▶ Task details
Where a line of the records holds the string "Emilio", copy that line.

(Exercise data Opens)

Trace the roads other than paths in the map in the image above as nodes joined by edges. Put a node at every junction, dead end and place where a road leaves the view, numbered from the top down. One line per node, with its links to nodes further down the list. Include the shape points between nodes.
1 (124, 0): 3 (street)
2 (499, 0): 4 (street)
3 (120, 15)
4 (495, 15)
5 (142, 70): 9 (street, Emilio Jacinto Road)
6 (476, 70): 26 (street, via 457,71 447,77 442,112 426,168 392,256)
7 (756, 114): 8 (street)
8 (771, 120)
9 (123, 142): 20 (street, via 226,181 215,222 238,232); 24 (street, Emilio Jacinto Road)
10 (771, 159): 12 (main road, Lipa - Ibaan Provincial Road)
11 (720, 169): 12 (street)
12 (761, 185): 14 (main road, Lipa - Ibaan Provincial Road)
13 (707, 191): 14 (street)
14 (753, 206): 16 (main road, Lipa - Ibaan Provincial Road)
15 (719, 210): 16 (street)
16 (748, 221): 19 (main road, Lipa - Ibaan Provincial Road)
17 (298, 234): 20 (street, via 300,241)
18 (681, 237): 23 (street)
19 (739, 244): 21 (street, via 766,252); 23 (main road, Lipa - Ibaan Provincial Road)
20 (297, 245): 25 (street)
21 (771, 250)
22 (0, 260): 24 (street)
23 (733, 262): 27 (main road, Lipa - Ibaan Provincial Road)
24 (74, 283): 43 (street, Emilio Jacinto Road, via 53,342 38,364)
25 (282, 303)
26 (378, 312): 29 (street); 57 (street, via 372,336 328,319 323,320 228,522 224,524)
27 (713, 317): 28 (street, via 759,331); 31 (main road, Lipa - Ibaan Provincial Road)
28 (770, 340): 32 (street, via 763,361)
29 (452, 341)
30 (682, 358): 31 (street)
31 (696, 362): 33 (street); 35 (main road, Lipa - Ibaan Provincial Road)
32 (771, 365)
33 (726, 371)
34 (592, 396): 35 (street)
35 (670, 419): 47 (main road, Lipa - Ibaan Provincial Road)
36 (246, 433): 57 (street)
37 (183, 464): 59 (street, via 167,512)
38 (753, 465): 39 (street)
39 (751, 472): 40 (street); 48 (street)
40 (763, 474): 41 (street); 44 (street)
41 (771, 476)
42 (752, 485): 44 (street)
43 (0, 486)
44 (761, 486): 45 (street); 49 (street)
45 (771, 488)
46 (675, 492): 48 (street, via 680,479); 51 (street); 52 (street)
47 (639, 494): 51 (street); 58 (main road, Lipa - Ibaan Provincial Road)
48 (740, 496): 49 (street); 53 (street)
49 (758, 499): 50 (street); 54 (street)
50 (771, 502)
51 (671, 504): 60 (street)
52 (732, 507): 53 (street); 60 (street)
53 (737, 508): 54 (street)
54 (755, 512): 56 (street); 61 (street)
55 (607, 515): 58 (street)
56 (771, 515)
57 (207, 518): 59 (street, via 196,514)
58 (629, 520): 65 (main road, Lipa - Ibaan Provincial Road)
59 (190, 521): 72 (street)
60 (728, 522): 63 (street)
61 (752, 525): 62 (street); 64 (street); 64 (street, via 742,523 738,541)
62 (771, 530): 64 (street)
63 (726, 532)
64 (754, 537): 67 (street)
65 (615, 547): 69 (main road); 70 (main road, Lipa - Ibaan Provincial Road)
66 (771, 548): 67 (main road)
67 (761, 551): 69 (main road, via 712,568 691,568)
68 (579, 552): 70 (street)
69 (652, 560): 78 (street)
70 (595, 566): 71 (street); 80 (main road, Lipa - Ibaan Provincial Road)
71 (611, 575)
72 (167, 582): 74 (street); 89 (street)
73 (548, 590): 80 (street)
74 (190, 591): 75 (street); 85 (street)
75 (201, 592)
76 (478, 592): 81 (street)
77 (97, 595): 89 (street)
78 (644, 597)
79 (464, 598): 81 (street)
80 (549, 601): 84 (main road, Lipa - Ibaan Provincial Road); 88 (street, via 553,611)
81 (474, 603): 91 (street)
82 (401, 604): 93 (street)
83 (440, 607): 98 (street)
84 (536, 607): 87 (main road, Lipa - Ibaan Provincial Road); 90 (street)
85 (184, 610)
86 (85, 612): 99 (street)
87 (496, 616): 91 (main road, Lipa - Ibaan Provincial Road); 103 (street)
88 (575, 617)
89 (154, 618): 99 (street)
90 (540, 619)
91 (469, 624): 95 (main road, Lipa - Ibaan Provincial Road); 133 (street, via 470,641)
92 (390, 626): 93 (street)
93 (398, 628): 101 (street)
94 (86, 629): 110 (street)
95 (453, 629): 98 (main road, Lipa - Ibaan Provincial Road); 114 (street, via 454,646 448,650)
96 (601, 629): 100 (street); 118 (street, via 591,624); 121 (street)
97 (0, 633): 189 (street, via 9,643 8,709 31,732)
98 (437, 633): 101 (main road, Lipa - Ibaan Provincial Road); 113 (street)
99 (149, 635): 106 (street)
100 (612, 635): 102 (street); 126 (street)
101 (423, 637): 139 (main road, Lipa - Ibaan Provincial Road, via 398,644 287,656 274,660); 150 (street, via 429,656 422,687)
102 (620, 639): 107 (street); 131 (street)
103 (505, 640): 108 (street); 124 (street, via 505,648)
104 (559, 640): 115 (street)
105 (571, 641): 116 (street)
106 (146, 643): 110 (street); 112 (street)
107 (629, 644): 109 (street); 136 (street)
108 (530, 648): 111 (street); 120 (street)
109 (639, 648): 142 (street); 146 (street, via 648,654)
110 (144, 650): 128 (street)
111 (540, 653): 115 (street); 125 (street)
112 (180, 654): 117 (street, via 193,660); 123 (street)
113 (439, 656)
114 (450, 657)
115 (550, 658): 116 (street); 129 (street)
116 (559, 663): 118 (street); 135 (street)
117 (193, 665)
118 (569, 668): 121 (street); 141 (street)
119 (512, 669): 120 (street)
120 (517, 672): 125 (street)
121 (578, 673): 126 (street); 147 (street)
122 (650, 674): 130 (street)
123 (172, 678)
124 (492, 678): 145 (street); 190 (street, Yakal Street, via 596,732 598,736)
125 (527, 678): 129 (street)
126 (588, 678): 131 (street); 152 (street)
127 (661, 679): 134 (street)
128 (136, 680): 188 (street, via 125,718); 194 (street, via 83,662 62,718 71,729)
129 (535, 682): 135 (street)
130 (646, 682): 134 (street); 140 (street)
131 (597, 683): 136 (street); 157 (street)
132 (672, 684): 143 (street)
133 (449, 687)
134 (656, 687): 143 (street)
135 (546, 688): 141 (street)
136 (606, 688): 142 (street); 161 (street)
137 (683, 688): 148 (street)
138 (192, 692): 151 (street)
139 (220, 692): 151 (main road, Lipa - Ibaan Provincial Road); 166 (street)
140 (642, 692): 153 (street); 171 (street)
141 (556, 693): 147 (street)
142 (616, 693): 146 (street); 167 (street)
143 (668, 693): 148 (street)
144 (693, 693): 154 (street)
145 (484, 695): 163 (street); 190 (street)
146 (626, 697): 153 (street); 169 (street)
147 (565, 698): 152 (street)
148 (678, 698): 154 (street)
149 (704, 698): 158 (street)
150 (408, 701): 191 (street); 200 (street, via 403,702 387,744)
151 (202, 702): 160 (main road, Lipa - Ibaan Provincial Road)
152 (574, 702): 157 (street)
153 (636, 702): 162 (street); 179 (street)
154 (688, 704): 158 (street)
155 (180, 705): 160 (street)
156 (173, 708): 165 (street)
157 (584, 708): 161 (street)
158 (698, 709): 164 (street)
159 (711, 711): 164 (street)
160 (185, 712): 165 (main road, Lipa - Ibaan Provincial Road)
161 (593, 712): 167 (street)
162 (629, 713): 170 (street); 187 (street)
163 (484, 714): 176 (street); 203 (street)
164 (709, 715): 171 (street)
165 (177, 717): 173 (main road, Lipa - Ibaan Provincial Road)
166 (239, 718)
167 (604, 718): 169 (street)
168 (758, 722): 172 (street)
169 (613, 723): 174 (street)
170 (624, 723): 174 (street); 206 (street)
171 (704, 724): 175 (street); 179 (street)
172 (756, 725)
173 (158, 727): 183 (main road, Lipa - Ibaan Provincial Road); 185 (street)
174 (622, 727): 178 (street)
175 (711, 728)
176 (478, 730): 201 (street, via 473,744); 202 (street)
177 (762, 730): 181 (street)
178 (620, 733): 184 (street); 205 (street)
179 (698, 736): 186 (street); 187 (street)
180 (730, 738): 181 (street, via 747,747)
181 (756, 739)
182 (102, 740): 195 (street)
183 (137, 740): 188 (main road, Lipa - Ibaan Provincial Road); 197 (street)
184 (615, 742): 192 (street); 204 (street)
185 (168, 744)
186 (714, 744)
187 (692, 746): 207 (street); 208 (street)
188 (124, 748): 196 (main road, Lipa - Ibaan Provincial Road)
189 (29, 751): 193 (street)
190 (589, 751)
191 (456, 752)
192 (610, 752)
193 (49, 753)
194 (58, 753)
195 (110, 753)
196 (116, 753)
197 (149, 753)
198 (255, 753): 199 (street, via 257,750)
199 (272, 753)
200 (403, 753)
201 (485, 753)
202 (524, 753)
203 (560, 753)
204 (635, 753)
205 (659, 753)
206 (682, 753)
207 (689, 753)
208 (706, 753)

(Exercise data Closes)

▶ Response below
5 (142, 70): 9 (street, Emilio Jacinto Road)
9 (123, 142): 20 (street, via 226,181 215,222 238,232); 24 (street, Emilio Jacinto Road)
24 (74, 283): 43 (street, Emilio Jacinto Road, via 53,342 38,364)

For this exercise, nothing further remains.